INPUT START

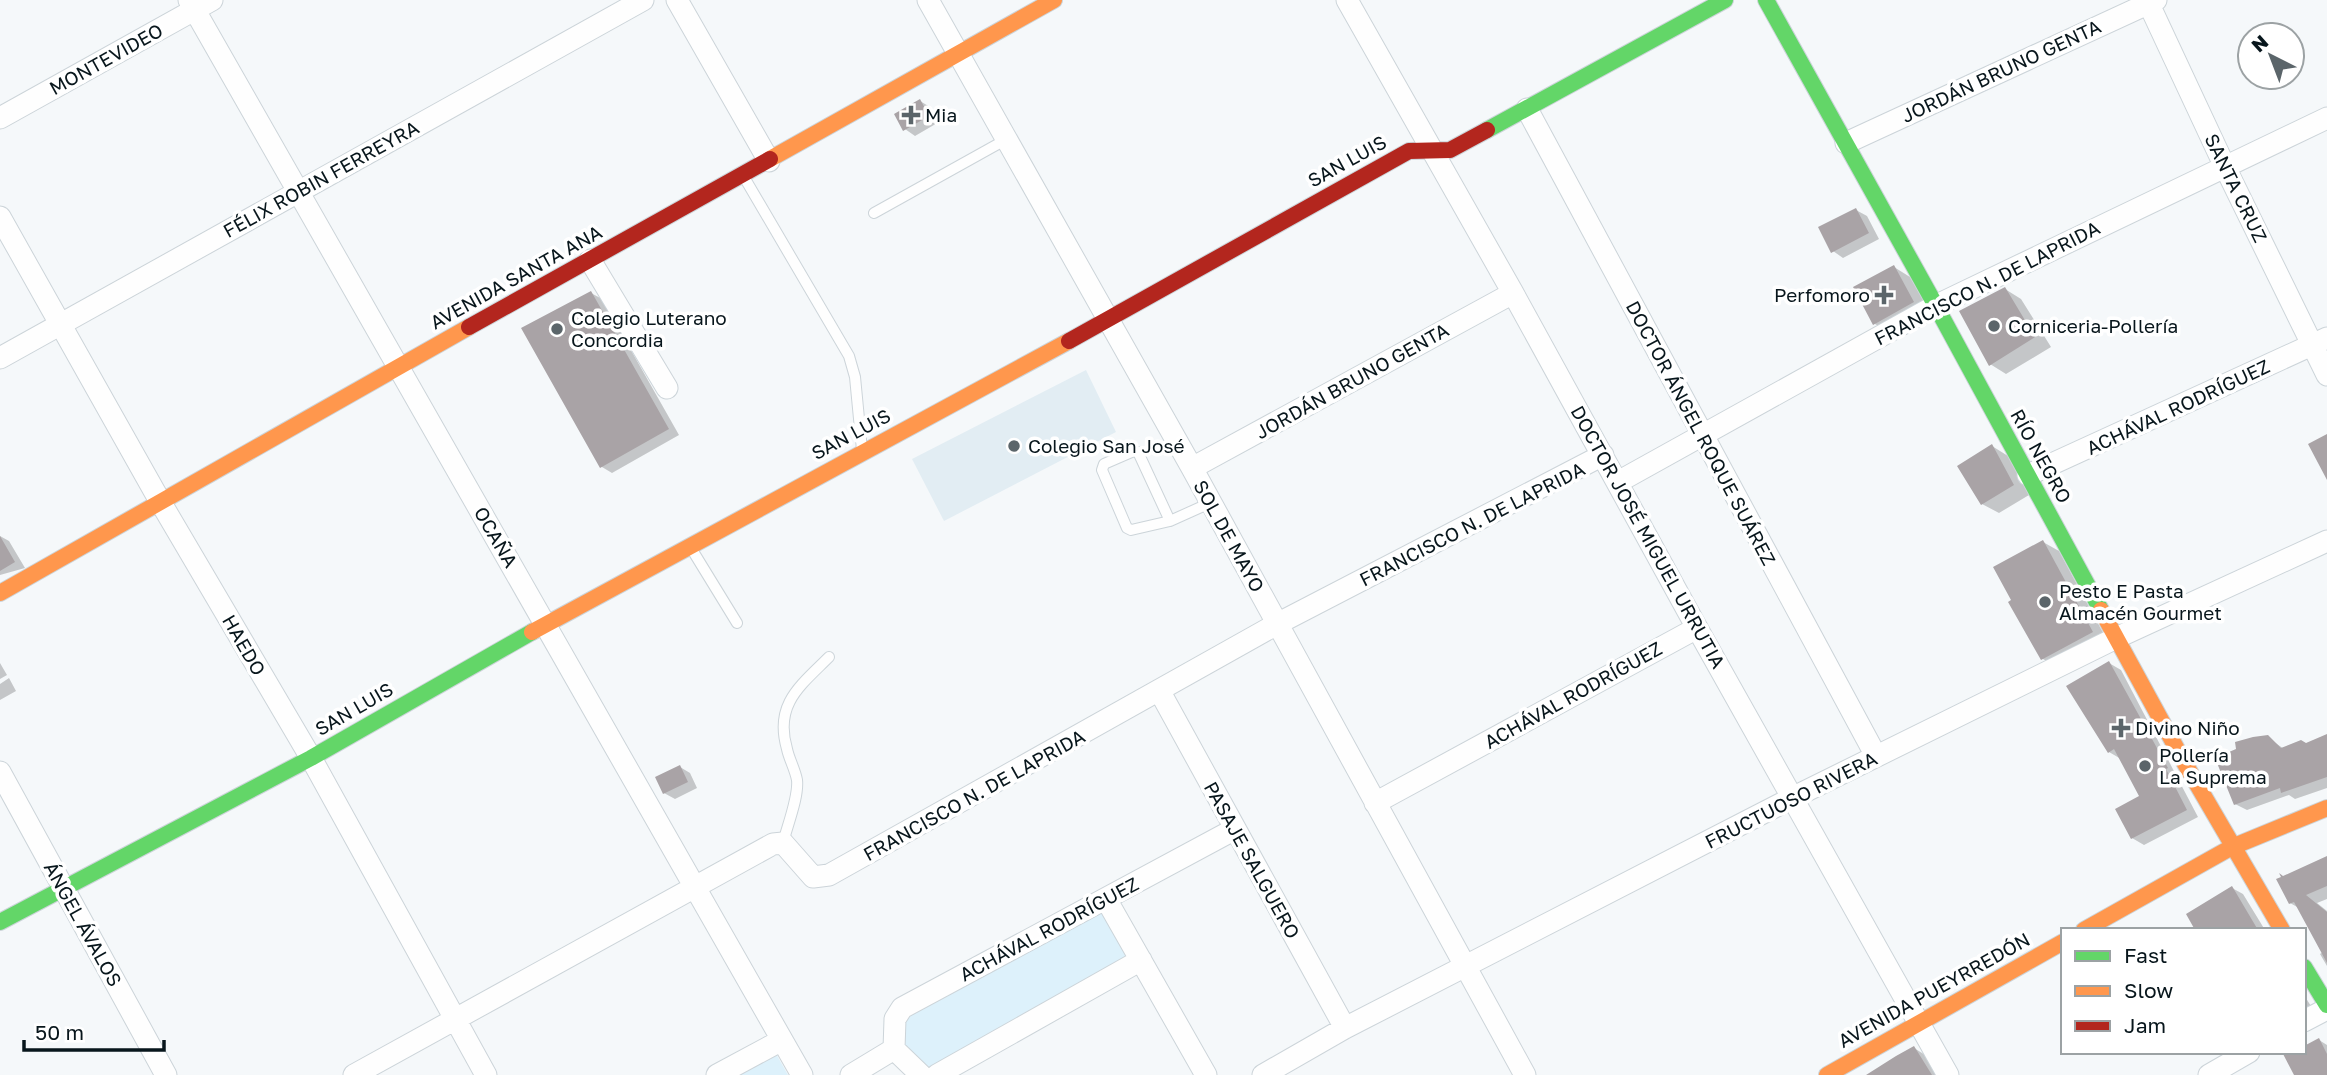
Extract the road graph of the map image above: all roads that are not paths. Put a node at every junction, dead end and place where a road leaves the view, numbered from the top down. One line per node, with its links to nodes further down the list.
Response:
1 (643, 0): 20 (street, FÉLIX ROBIN FERREYRA)
2 (677, 0): 17 (street)
3 (928, 0): 10 (street, SOL DE MAYO)
4 (1054, 0): 10 (street, AVENIDA SANTA ANA)
5 (1347, 0): 16 (street, DOCTOR JOSÉ MIGUEL URRUTIA)
6 (1725, 0): 11 (street, SAN LUIS)
7 (1766, 0): 15 (street, RÍO NEGRO)
8 (2150, 1): 15 (street, JORDÁN BRUNO GENTA); 18 (street, SANTA CRUZ)
9 (199, 3): 12 (street, MONTEVIDEO); 20 (street, OCAÑA)
10 (959, 53): 14 (street, SOL DE MAYO); 17 (street, AVENIDA SANTA ANA)
11 (1527, 109): 16 (street, SAN LUIS); 33 (street, DOCTOR ÁNGEL ROQUE SUÁREZ)
12 (0, 118)
13 (2327, 118): 18 (street, FRANCISCO N. DE LAPRIDA)
14 (1006, 139): 21 (lane); 26 (street, SOL DE MAYO)
15 (1846, 143): 25 (street, RÍO NEGRO)
16 (1433, 153): 24 (street, DOCTOR JOSÉ MIGUEL URRUTIA); 26 (street, SAN LUIS)
17 (769, 161): 19 (street, AVENIDA SANTA ANA)
18 (2225, 167): 25 (street, FRANCISCO N. DE LAPRIDA); 28 (street, SANTA CRUZ)
19 (743, 175): 23 (street, AVENIDA SANTA ANA); 34 (lane)
20 (299, 191): 27 (street, FÉLIX ROBIN FERREYRA); 30 (street, OCAÑA)
21 (874, 213)
22 (0, 217): 27 (street, HAEDO)
23 (590, 260): 30 (street, AVENIDA SANTA ANA); 32 (street)
24 (1513, 293): 35 (street, DOCTOR JOSÉ MIGUEL URRUTIA); 36 (street, JORDÁN BRUNO GENTA)
25 (1935, 306): 33 (street, FRANCISCO N. DE LAPRIDA); 37 (street, RÍO NEGRO)
26 (1108, 320): 34 (street, SAN LUIS); 36 (street, SOL DE MAYO)
27 (59, 326): 29 (street, FÉLIX ROBIN FERREYRA); 39 (street, HAEDO)
28 (2320, 341): 31 (street, SANTA CRUZ); 37 (street, ACHÁVAL RODRÍGUEZ)
29 (0, 358)
30 (398, 366): 39 (street, AVENIDA SANTA ANA); 47 (street, OCAÑA)
31 (2327, 375)
32 (667, 388)
33 (1702, 435): 38 (street, FRANCISCO N. DE LAPRIDA); 52 (street, DOCTOR ÁNGEL ROQUE SUÁREZ)
34 (862, 452): 43 (street, SAN LUIS)
35 (1603, 455): 38 (street, DOCTOR JOSÉ MIGUEL URRUTIA); 46 (street, FRANCISCO N. DE LAPRIDA)
36 (1192, 468): 40 (street, SOL DE MAYO)
37 (2028, 475): 49 (street, RÍO NEGRO)
38 (1618, 482): 48 (street, DOCTOR JOSÉ MIGUEL URRUTIA)
39 (161, 503): 44 (street, AVENIDA SANTA ANA); 53 (street, HAEDO)
40 (1210, 503): 41 (lane); 46 (street, SOL DE MAYO)
41 (1170, 521): 41 (lane)
42 (2327, 541): 49 (street, FRUCTUOSO RIVERA)
43 (690, 546): 45 (lane); 47 (street, SAN LUIS)
44 (0, 593)
45 (737, 623)
46 (1277, 624): 51 (street, FRANCISCO N. DE LAPRIDA); 56 (street, SOL DE MAYO)
47 (545, 625): 53 (street, SAN LUIS); 62 (street, OCAÑA)
48 (1697, 628): 55 (street, DOCTOR JOSÉ MIGUEL URRUTIA); 56 (street, ACHÁVAL RODRÍGUEZ)
49 (2116, 638): 52 (street, FRUCTUOSO RIVERA); 60 (street, RÍO NEGRO)
50 (828, 657): 59 (lane)
51 (1160, 692): 58 (street, PASAJE SALGUERO); 59 (street, FRANCISCO N. DE LAPRIDA)
52 (1876, 756): 55 (street, FRUCTUOSO RIVERA)
53 (311, 758): 61 (street, SAN LUIS); 72 (street, HAEDO)
54 (0, 772): 61 (street, ÁNGEL ÁVALOS)
55 (1794, 797): 69 (street, FRUCTUOSO RIVERA); 74 (street, DOCTOR JOSÉ MIGUEL URRUTIA)
56 (1375, 803): 69 (street, SOL DE MAYO)
57 (2327, 808): 60 (street)
58 (1235, 829): 63 (street, ACHÁVAL RODRÍGUEZ); 75 (street, PASAJE SALGUERO)
59 (783, 843): 62 (street)
60 (2232, 846): 65 (street); 66 (street, RÍO NEGRO)
61 (63, 888): 64 (street, SAN LUIS); 79 (street, ÁNGEL ÁVALOS)
62 (694, 888): 72 (street); 76 (street, OCAÑA)
63 (1106, 899): 68 (street); 77 (street, ACHÁVAL RODRÍGUEZ)
64 (0, 922)
65 (2088, 928)
66 (2281, 928)
67 (2061, 943): 74 (street, AVENIDA PUEYRREDÓN)
68 (1140, 960): 86 (street); 87 (street)
69 (1466, 966): 75 (street, FRUCTUOSO RIVERA); 89 (street, SOL DE MAYO)
70 (2306, 970): 71 (street)
71 (2327, 1007): 73 (street)
72 (455, 1019): 80 (street); 81 (street, HAEDO)
73 (2306, 1020)
74 (1918, 1023): 90 (street, AVENIDA PUEYRREDÓN); 91 (street, DOCTOR JOSÉ MIGUEL URRUTIA)
75 (1345, 1028): 88 (street, FRUCTUOSO RIVERA)
76 (782, 1040): 82 (street); 83 (street, OCAÑA)
77 (894, 1049): 84 (street); 85 (street)
78 (2246, 1054): 92 (street)
79 (166, 1075)
80 (354, 1075)
81 (486, 1075)
82 (718, 1075)
83 (802, 1075)
84 (850, 1075)
85 (921, 1075)
86 (937, 1075)
87 (1206, 1075)
88 (1263, 1075)
89 (1525, 1075)
90 (1827, 1075)
91 (1948, 1075)
92 (2209, 1075)

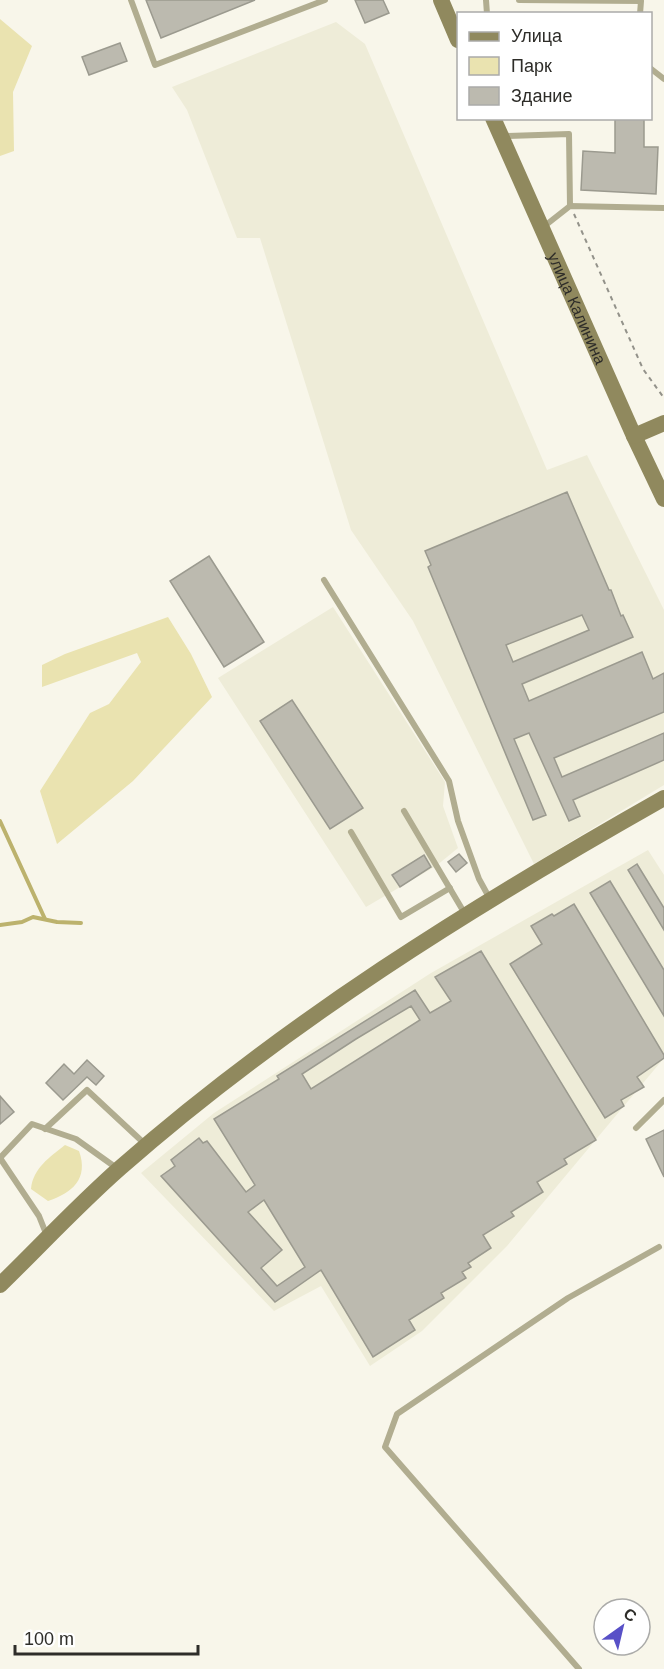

INPUT END

* PROBLEM TO SOLVE: Whenever the word "ROQUE" turns up in a line of the listing above, copy the line.

* EXPECTED OUTPUT:
11 (1527, 109): 16 (street, SAN LUIS); 33 (street, DOCTOR ÁNGEL ROQUE SUÁREZ)
33 (1702, 435): 38 (street, FRANCISCO N. DE LAPRIDA); 52 (street, DOCTOR ÁNGEL ROQUE SUÁREZ)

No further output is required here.